Around here, the public schools cater to special needs children. Which is great, if you have special needs children. The non-special need children tend to be left out in the cold. If you have a child with above average intelligence they suffer because they are bored and end up causing problems.


That's exactly what happened to me. I don't know if I was "above average" in intelligence, but I was educated at home far better than I was at school, so I was always way ahead of my classmates.

The school refused to take that into account and I ended up getting into so much trouble and just blowing off all my classes (after all, my reasoning was "Why should I sit through this boring stuff that I've already mastered") that I ended up in special ed.

When I was fourteen, my mother finally got so mad at the school district that we sat down to talk and she and my dad gave me a choice: I could either quit school, enroll in night school and have my high school diploma by the time I was fifteen, or go to a private school.
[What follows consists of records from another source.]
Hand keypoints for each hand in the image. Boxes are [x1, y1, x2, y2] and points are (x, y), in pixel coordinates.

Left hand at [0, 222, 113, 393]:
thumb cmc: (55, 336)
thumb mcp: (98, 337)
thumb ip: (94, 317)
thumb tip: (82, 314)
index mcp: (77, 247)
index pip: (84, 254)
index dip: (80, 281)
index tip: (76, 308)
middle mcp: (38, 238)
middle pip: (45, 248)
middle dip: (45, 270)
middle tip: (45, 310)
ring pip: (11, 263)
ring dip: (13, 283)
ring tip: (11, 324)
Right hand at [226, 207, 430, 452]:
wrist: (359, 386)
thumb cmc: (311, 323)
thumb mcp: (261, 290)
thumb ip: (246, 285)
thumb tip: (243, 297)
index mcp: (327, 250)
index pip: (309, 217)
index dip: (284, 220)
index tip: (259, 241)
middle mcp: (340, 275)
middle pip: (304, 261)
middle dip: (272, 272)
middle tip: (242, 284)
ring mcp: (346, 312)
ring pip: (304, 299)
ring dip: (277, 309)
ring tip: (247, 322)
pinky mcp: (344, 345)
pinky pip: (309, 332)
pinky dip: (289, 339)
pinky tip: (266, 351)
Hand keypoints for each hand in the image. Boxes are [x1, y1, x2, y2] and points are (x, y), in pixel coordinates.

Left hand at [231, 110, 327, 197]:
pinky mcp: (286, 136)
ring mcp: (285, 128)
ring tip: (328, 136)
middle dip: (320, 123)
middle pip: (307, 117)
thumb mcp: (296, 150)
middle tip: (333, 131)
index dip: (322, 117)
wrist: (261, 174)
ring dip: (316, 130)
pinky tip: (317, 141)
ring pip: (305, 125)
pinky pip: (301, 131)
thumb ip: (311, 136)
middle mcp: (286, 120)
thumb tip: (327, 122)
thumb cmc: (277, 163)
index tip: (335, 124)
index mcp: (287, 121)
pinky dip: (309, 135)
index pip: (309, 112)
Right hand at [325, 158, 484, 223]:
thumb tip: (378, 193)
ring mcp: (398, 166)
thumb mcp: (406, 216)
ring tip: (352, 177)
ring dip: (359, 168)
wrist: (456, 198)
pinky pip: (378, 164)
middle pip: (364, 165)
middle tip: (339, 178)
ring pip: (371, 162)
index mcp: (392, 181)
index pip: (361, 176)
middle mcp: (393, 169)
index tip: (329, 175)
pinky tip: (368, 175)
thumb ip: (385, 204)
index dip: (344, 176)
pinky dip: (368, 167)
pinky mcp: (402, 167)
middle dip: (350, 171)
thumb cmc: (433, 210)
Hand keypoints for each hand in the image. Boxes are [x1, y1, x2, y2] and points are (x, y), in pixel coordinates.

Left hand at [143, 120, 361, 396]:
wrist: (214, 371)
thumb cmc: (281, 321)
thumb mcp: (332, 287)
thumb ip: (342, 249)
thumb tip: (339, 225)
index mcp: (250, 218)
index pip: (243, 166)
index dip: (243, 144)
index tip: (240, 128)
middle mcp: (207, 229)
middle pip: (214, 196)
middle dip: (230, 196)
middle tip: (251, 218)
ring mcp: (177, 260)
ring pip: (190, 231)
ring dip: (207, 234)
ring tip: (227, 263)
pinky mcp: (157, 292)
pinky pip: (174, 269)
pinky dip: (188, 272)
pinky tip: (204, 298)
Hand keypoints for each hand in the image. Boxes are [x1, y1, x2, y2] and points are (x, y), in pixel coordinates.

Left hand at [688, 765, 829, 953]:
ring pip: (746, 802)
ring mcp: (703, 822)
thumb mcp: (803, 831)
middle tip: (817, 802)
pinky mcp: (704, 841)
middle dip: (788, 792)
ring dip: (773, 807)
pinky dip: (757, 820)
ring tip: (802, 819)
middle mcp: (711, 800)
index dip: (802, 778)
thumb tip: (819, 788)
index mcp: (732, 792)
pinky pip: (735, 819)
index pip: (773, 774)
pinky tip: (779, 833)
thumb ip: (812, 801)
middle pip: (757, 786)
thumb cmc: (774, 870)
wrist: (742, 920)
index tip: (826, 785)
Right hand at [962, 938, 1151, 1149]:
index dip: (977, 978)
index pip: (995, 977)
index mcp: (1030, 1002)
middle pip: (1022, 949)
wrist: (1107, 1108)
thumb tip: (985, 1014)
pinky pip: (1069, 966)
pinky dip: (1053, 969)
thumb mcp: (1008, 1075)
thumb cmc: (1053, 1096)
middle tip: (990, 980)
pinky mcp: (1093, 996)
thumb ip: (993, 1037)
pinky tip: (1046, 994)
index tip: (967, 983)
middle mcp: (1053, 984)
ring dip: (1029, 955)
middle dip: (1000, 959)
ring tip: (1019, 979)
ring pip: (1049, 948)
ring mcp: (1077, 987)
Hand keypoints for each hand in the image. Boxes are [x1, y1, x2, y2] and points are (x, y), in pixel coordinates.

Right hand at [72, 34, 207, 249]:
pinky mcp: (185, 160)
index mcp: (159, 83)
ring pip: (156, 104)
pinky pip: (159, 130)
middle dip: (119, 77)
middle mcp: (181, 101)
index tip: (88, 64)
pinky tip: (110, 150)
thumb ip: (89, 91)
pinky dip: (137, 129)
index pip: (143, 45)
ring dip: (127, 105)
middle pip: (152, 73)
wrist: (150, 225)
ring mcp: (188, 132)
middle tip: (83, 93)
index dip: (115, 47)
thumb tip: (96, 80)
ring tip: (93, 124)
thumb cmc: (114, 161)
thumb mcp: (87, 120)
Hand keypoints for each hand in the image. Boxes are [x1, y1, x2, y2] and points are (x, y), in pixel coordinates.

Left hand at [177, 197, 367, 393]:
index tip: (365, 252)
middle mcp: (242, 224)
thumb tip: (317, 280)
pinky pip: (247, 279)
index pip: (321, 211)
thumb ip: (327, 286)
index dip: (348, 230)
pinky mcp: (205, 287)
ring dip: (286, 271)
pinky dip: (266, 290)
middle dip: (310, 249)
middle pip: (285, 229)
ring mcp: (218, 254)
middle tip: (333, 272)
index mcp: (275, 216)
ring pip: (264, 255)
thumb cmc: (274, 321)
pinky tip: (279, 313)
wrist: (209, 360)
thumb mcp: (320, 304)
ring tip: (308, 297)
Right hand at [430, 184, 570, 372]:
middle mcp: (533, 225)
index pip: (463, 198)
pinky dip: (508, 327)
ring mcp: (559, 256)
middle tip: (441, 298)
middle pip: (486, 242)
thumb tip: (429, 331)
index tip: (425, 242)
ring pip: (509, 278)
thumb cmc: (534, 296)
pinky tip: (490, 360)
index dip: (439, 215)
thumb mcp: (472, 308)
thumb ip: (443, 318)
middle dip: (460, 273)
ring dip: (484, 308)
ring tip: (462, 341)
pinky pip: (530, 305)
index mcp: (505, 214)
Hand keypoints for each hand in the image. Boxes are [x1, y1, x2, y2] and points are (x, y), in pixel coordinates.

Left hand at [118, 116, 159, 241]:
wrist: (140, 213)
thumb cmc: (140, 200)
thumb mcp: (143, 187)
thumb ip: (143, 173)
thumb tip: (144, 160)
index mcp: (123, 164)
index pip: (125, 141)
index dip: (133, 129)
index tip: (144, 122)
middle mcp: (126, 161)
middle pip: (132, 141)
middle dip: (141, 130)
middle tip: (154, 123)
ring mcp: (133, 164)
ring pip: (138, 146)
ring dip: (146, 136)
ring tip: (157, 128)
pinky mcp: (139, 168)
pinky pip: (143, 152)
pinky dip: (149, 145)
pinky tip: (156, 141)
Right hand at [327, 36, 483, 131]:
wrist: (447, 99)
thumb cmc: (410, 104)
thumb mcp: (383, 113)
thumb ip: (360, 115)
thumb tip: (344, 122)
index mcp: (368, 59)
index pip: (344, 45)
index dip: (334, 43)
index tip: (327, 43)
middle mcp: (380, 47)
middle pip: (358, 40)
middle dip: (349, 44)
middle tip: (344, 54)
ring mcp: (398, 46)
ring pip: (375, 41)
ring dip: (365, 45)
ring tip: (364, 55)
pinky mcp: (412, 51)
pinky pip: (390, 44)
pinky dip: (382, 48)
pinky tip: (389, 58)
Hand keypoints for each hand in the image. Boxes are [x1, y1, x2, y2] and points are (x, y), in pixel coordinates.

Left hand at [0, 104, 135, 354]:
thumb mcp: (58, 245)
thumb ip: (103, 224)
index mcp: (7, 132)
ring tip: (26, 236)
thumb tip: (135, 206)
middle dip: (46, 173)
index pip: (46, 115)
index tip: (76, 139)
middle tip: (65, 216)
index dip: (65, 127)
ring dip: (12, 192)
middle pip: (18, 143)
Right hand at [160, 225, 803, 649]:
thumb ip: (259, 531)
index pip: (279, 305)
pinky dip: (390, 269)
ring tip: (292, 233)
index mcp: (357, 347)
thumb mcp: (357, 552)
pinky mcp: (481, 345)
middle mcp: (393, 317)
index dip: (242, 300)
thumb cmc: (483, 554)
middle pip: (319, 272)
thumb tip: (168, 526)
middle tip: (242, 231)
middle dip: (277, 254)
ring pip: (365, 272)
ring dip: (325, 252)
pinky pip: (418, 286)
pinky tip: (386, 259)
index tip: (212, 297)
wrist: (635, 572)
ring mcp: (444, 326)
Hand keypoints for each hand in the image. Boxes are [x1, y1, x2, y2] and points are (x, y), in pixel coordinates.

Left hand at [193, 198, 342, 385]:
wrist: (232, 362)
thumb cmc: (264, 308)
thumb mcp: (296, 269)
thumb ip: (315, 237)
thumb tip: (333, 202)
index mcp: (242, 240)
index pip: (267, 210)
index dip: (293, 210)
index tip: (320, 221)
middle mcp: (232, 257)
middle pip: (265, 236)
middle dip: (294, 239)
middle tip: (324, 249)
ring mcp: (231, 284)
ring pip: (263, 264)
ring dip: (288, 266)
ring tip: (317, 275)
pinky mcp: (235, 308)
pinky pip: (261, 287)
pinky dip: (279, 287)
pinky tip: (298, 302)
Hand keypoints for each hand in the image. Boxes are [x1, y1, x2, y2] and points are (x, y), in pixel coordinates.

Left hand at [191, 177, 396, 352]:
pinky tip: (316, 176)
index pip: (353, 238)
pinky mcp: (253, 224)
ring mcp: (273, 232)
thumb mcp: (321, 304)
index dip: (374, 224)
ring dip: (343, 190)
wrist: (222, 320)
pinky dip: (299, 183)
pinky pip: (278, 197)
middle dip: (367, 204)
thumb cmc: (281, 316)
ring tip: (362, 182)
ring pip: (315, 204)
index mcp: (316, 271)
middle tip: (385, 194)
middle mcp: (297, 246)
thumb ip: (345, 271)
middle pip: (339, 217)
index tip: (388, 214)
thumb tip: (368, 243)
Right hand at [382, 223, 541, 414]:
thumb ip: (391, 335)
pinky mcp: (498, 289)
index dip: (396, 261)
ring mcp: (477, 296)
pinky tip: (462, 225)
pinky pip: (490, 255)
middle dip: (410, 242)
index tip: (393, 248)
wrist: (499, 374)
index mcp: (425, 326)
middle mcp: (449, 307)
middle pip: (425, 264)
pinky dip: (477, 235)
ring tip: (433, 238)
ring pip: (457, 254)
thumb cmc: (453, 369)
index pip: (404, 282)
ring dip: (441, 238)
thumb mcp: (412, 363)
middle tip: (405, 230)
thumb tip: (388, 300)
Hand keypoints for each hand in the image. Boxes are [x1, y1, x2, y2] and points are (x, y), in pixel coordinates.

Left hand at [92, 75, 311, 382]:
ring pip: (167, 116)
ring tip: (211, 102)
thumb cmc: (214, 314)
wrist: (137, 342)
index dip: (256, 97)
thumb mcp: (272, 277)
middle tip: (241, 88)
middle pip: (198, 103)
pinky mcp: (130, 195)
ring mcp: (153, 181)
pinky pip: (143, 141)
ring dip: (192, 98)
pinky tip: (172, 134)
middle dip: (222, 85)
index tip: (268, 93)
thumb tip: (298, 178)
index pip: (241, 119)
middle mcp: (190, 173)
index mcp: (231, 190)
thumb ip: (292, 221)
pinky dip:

Obviously, as a fourteen year old, the idea of quitting school appealed to me, but I loved baseball and football and had been looking forward to highschool to have a chance to play.

We compromised. The laws at that time were written in such an ambiguous way that you could basically go to any government school you wanted to. You didn't even have to live in that district.

So, we went to another government high school and my mother struck up a conversation with a lady who just happened to be the head of the Child Study Team there. When she heard why I came to this school, she called me in and gave me a battery of tests.

The result was that they decided that I was about two years ahead, academically, so they bumped me up to tenth grade.

After that, I was a model student and loved school.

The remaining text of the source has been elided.